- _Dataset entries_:

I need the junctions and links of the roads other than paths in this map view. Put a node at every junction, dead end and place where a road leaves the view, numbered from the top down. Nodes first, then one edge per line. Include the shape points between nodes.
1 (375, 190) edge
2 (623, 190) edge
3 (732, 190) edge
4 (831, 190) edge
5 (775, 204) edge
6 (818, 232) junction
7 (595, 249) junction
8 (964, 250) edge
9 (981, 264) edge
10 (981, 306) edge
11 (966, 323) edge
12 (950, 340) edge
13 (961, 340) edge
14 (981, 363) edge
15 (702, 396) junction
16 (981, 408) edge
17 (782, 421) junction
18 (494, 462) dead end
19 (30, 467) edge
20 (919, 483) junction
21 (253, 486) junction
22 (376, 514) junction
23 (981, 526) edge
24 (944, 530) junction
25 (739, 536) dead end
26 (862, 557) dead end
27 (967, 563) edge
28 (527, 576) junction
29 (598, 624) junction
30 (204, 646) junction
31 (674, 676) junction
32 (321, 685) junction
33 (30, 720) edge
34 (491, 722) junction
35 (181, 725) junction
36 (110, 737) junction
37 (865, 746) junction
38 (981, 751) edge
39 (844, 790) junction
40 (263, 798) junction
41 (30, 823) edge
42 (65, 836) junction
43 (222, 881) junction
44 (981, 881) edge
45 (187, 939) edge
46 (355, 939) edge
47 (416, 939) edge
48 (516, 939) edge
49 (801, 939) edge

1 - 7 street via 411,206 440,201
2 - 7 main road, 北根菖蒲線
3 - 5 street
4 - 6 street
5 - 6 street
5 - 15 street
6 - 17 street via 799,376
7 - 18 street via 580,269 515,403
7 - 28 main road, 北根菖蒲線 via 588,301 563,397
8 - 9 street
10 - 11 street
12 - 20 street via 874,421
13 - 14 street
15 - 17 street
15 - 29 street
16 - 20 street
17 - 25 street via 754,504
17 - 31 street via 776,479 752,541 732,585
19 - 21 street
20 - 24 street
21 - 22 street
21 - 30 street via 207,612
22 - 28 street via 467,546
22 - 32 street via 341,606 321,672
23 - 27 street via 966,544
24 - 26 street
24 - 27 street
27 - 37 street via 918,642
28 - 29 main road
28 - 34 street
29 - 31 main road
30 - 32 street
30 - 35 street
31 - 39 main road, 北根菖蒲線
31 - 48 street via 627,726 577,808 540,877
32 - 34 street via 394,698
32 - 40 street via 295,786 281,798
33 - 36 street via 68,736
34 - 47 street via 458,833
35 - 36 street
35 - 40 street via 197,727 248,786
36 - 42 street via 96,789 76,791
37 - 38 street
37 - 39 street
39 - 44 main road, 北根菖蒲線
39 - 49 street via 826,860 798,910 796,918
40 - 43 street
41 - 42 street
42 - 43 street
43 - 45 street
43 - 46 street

- _EXERCISE BRIEF_: With nothing left out, print the data above exactly.

- _OUTPUT OF THE EXERCISE_:
I need the junctions and links of the roads other than paths in this map view. Put a node at every junction, dead end and place where a road leaves the view, numbered from the top down. Nodes first, then one edge per line. Include the shape points between nodes.
1 (375, 190) edge
2 (623, 190) edge
3 (732, 190) edge
4 (831, 190) edge
5 (775, 204) edge
6 (818, 232) junction
7 (595, 249) junction
8 (964, 250) edge
9 (981, 264) edge
10 (981, 306) edge
11 (966, 323) edge
12 (950, 340) edge
13 (961, 340) edge
14 (981, 363) edge
15 (702, 396) junction
16 (981, 408) edge
17 (782, 421) junction
18 (494, 462) dead end
19 (30, 467) edge
20 (919, 483) junction
21 (253, 486) junction
22 (376, 514) junction
23 (981, 526) edge
24 (944, 530) junction
25 (739, 536) dead end
26 (862, 557) dead end
27 (967, 563) edge
28 (527, 576) junction
29 (598, 624) junction
30 (204, 646) junction
31 (674, 676) junction
32 (321, 685) junction
33 (30, 720) edge
34 (491, 722) junction
35 (181, 725) junction
36 (110, 737) junction
37 (865, 746) junction
38 (981, 751) edge
39 (844, 790) junction
40 (263, 798) junction
41 (30, 823) edge
42 (65, 836) junction
43 (222, 881) junction
44 (981, 881) edge
45 (187, 939) edge
46 (355, 939) edge
47 (416, 939) edge
48 (516, 939) edge
49 (801, 939) edge

1 - 7 street via 411,206 440,201
2 - 7 main road, 北根菖蒲線
3 - 5 street
4 - 6 street
5 - 6 street
5 - 15 street
6 - 17 street via 799,376
7 - 18 street via 580,269 515,403
7 - 28 main road, 北根菖蒲線 via 588,301 563,397
8 - 9 street
10 - 11 street
12 - 20 street via 874,421
13 - 14 street
15 - 17 street
15 - 29 street
16 - 20 street
17 - 25 street via 754,504
17 - 31 street via 776,479 752,541 732,585
19 - 21 street
20 - 24 street
21 - 22 street
21 - 30 street via 207,612
22 - 28 street via 467,546
22 - 32 street via 341,606 321,672
23 - 27 street via 966,544
24 - 26 street
24 - 27 street
27 - 37 street via 918,642
28 - 29 main road
28 - 34 street
29 - 31 main road
30 - 32 street
30 - 35 street
31 - 39 main road, 北根菖蒲線
31 - 48 street via 627,726 577,808 540,877
32 - 34 street via 394,698
32 - 40 street via 295,786 281,798
33 - 36 street via 68,736
34 - 47 street via 458,833
35 - 36 street
35 - 40 street via 197,727 248,786
36 - 42 street via 96,789 76,791
37 - 38 street
37 - 39 street
39 - 44 main road, 北根菖蒲線
39 - 49 street via 826,860 798,910 796,918
40 - 43 street
41 - 42 street
42 - 43 street
43 - 45 street
43 - 46 street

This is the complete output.